WHAT YOU ARE ASKED TO DO: Return a copy of every line in the records that includes the word "linecap".

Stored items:
⟨
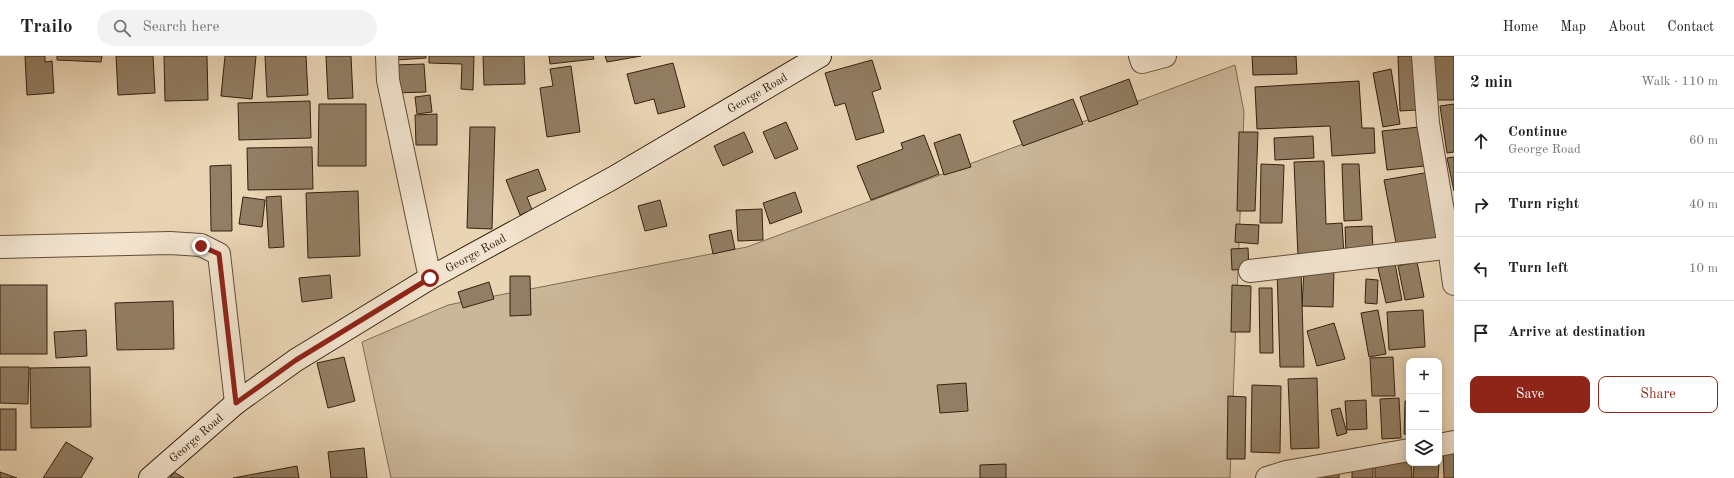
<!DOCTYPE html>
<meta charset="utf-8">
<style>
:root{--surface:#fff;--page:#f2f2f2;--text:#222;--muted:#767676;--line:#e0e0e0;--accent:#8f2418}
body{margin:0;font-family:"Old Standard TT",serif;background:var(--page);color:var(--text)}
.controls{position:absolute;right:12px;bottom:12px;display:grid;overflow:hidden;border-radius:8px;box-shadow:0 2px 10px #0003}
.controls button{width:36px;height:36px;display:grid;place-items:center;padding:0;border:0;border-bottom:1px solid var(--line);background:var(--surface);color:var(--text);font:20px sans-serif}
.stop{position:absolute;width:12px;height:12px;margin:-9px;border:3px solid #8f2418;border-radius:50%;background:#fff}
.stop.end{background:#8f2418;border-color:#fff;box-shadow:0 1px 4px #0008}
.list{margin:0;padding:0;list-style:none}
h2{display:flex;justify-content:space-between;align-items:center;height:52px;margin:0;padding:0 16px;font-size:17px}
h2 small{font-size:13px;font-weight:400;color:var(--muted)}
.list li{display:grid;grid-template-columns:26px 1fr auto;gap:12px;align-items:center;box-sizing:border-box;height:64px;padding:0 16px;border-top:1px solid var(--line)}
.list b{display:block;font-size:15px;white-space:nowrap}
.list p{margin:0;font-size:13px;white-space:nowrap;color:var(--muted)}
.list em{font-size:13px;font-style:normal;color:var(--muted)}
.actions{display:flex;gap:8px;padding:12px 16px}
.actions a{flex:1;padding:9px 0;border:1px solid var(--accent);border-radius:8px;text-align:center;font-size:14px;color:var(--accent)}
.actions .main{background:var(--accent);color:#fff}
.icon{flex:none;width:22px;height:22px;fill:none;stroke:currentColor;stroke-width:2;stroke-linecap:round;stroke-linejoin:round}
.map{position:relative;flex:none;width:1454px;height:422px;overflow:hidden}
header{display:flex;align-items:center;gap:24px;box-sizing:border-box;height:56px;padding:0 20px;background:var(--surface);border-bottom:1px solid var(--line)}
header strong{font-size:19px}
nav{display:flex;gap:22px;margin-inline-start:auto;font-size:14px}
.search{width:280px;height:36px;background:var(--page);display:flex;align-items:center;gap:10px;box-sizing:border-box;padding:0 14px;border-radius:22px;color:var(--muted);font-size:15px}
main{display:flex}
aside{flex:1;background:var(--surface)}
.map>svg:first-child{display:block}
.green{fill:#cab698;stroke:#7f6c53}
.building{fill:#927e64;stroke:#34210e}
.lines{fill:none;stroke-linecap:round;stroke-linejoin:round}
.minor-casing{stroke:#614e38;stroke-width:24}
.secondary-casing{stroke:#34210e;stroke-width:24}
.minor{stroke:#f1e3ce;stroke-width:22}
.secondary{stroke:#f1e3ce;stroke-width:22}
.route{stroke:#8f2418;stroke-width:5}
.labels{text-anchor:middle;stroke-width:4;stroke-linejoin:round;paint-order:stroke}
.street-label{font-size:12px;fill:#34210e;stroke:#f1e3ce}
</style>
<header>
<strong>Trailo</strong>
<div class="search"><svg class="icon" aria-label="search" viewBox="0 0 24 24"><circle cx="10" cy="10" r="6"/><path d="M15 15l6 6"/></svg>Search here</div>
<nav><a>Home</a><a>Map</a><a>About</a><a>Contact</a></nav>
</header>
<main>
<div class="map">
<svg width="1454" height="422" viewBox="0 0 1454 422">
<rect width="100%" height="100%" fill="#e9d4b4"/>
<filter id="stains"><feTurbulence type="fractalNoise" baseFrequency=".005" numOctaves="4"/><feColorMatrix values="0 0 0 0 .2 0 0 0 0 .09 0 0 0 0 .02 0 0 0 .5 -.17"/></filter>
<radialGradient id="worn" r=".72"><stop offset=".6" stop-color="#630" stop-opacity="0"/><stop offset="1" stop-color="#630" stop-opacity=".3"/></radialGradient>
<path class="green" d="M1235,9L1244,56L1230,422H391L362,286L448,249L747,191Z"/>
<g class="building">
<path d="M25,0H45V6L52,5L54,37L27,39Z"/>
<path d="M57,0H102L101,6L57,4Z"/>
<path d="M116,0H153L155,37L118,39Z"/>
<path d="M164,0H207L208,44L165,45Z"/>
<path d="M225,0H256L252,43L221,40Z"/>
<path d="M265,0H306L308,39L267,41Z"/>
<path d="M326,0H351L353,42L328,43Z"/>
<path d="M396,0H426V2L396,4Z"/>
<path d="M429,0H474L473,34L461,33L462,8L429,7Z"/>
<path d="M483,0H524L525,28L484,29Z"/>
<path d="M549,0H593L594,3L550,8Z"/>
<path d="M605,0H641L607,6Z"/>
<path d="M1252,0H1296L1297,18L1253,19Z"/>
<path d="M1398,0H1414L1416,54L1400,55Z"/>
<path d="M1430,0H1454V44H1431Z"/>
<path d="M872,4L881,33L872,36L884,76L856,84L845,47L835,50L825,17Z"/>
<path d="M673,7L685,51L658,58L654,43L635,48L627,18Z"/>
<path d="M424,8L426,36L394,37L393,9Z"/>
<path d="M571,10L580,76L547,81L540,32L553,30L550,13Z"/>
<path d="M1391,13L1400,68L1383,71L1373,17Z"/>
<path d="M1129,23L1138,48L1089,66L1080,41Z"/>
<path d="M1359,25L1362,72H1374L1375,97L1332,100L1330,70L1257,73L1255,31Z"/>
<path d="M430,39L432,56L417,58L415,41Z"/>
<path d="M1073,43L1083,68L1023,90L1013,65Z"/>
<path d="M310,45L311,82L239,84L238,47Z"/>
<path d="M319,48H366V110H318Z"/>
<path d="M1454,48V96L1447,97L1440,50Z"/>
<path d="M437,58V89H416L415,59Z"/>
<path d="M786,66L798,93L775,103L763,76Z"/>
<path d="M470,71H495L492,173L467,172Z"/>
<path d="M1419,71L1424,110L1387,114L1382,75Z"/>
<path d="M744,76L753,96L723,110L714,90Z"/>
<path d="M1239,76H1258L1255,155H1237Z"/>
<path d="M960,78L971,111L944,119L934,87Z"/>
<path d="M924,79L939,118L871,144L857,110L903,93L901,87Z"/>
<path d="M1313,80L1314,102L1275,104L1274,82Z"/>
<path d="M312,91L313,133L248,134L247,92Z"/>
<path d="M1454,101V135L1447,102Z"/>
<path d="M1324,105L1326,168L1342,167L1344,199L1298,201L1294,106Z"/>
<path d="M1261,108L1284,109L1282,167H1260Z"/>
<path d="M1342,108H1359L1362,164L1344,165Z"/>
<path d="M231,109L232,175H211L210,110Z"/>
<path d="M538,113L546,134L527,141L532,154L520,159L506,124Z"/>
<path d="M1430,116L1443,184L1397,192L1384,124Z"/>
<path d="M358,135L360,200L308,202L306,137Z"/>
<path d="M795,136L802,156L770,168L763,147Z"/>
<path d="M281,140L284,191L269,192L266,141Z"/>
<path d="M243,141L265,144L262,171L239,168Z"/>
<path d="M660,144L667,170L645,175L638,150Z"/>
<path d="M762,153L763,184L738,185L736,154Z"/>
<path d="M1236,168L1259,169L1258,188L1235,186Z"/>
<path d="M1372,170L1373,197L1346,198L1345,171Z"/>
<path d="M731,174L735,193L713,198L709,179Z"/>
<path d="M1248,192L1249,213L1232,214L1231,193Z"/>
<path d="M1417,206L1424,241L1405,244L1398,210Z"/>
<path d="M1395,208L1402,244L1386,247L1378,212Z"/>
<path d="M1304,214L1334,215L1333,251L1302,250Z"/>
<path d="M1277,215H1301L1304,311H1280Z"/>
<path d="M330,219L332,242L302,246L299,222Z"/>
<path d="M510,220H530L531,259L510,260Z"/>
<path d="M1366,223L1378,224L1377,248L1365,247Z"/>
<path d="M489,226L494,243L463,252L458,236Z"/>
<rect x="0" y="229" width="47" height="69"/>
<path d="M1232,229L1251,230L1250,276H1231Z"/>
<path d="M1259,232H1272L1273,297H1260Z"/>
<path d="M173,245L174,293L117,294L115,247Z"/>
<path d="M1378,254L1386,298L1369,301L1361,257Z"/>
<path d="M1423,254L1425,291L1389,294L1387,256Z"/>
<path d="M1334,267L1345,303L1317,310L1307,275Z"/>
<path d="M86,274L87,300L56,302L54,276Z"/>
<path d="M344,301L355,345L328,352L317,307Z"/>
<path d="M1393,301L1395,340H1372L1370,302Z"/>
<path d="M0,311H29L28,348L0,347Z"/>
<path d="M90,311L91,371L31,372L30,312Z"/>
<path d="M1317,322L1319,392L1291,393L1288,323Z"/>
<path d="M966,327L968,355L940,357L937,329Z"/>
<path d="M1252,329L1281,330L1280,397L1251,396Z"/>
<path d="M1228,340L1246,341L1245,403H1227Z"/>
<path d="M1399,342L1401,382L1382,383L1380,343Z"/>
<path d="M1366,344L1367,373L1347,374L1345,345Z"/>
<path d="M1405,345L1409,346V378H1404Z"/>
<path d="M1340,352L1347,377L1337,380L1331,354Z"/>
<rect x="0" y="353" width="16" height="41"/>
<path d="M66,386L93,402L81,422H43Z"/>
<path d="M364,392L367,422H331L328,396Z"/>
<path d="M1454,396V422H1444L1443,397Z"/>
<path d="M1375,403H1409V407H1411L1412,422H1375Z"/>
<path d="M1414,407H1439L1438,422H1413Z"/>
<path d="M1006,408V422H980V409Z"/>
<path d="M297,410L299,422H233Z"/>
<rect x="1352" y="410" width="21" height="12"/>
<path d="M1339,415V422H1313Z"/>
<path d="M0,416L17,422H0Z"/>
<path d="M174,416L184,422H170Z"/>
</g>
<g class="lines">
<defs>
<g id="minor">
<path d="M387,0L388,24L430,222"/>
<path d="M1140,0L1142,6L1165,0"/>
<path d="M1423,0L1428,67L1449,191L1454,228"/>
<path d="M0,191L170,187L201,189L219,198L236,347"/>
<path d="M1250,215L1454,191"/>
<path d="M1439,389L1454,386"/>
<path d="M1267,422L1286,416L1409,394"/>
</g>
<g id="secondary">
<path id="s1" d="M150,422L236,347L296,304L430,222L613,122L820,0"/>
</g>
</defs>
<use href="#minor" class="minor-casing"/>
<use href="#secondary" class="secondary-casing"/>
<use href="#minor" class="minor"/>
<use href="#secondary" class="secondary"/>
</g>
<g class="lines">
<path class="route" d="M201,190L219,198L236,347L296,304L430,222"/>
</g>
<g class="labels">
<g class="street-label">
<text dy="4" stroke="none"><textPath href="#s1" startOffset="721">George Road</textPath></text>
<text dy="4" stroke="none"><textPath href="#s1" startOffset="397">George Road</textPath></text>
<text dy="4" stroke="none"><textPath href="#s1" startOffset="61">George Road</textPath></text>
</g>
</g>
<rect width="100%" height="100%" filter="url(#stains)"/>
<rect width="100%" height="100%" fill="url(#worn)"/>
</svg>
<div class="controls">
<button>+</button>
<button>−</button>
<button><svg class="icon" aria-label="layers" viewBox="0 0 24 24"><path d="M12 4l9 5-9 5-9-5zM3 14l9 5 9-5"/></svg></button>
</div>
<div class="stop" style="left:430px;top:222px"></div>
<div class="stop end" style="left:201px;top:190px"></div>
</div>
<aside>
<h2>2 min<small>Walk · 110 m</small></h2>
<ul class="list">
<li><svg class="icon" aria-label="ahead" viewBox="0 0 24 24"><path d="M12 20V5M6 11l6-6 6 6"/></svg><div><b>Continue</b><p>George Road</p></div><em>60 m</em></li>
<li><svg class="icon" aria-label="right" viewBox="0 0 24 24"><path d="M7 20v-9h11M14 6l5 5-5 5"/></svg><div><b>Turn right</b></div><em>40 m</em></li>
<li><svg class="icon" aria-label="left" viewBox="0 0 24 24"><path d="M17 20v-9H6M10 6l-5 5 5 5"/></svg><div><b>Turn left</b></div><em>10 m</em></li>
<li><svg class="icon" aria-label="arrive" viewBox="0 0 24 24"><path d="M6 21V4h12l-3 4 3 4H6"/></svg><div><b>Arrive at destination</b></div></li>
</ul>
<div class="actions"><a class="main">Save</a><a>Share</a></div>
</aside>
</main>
⟩
EXERCISE RESULT:
.icon{flex:none;width:22px;height:22px;fill:none;stroke:currentColor;stroke-width:2;stroke-linecap:round;stroke-linejoin:round}
.lines{fill:none;stroke-linecap:round;stroke-linejoin:round}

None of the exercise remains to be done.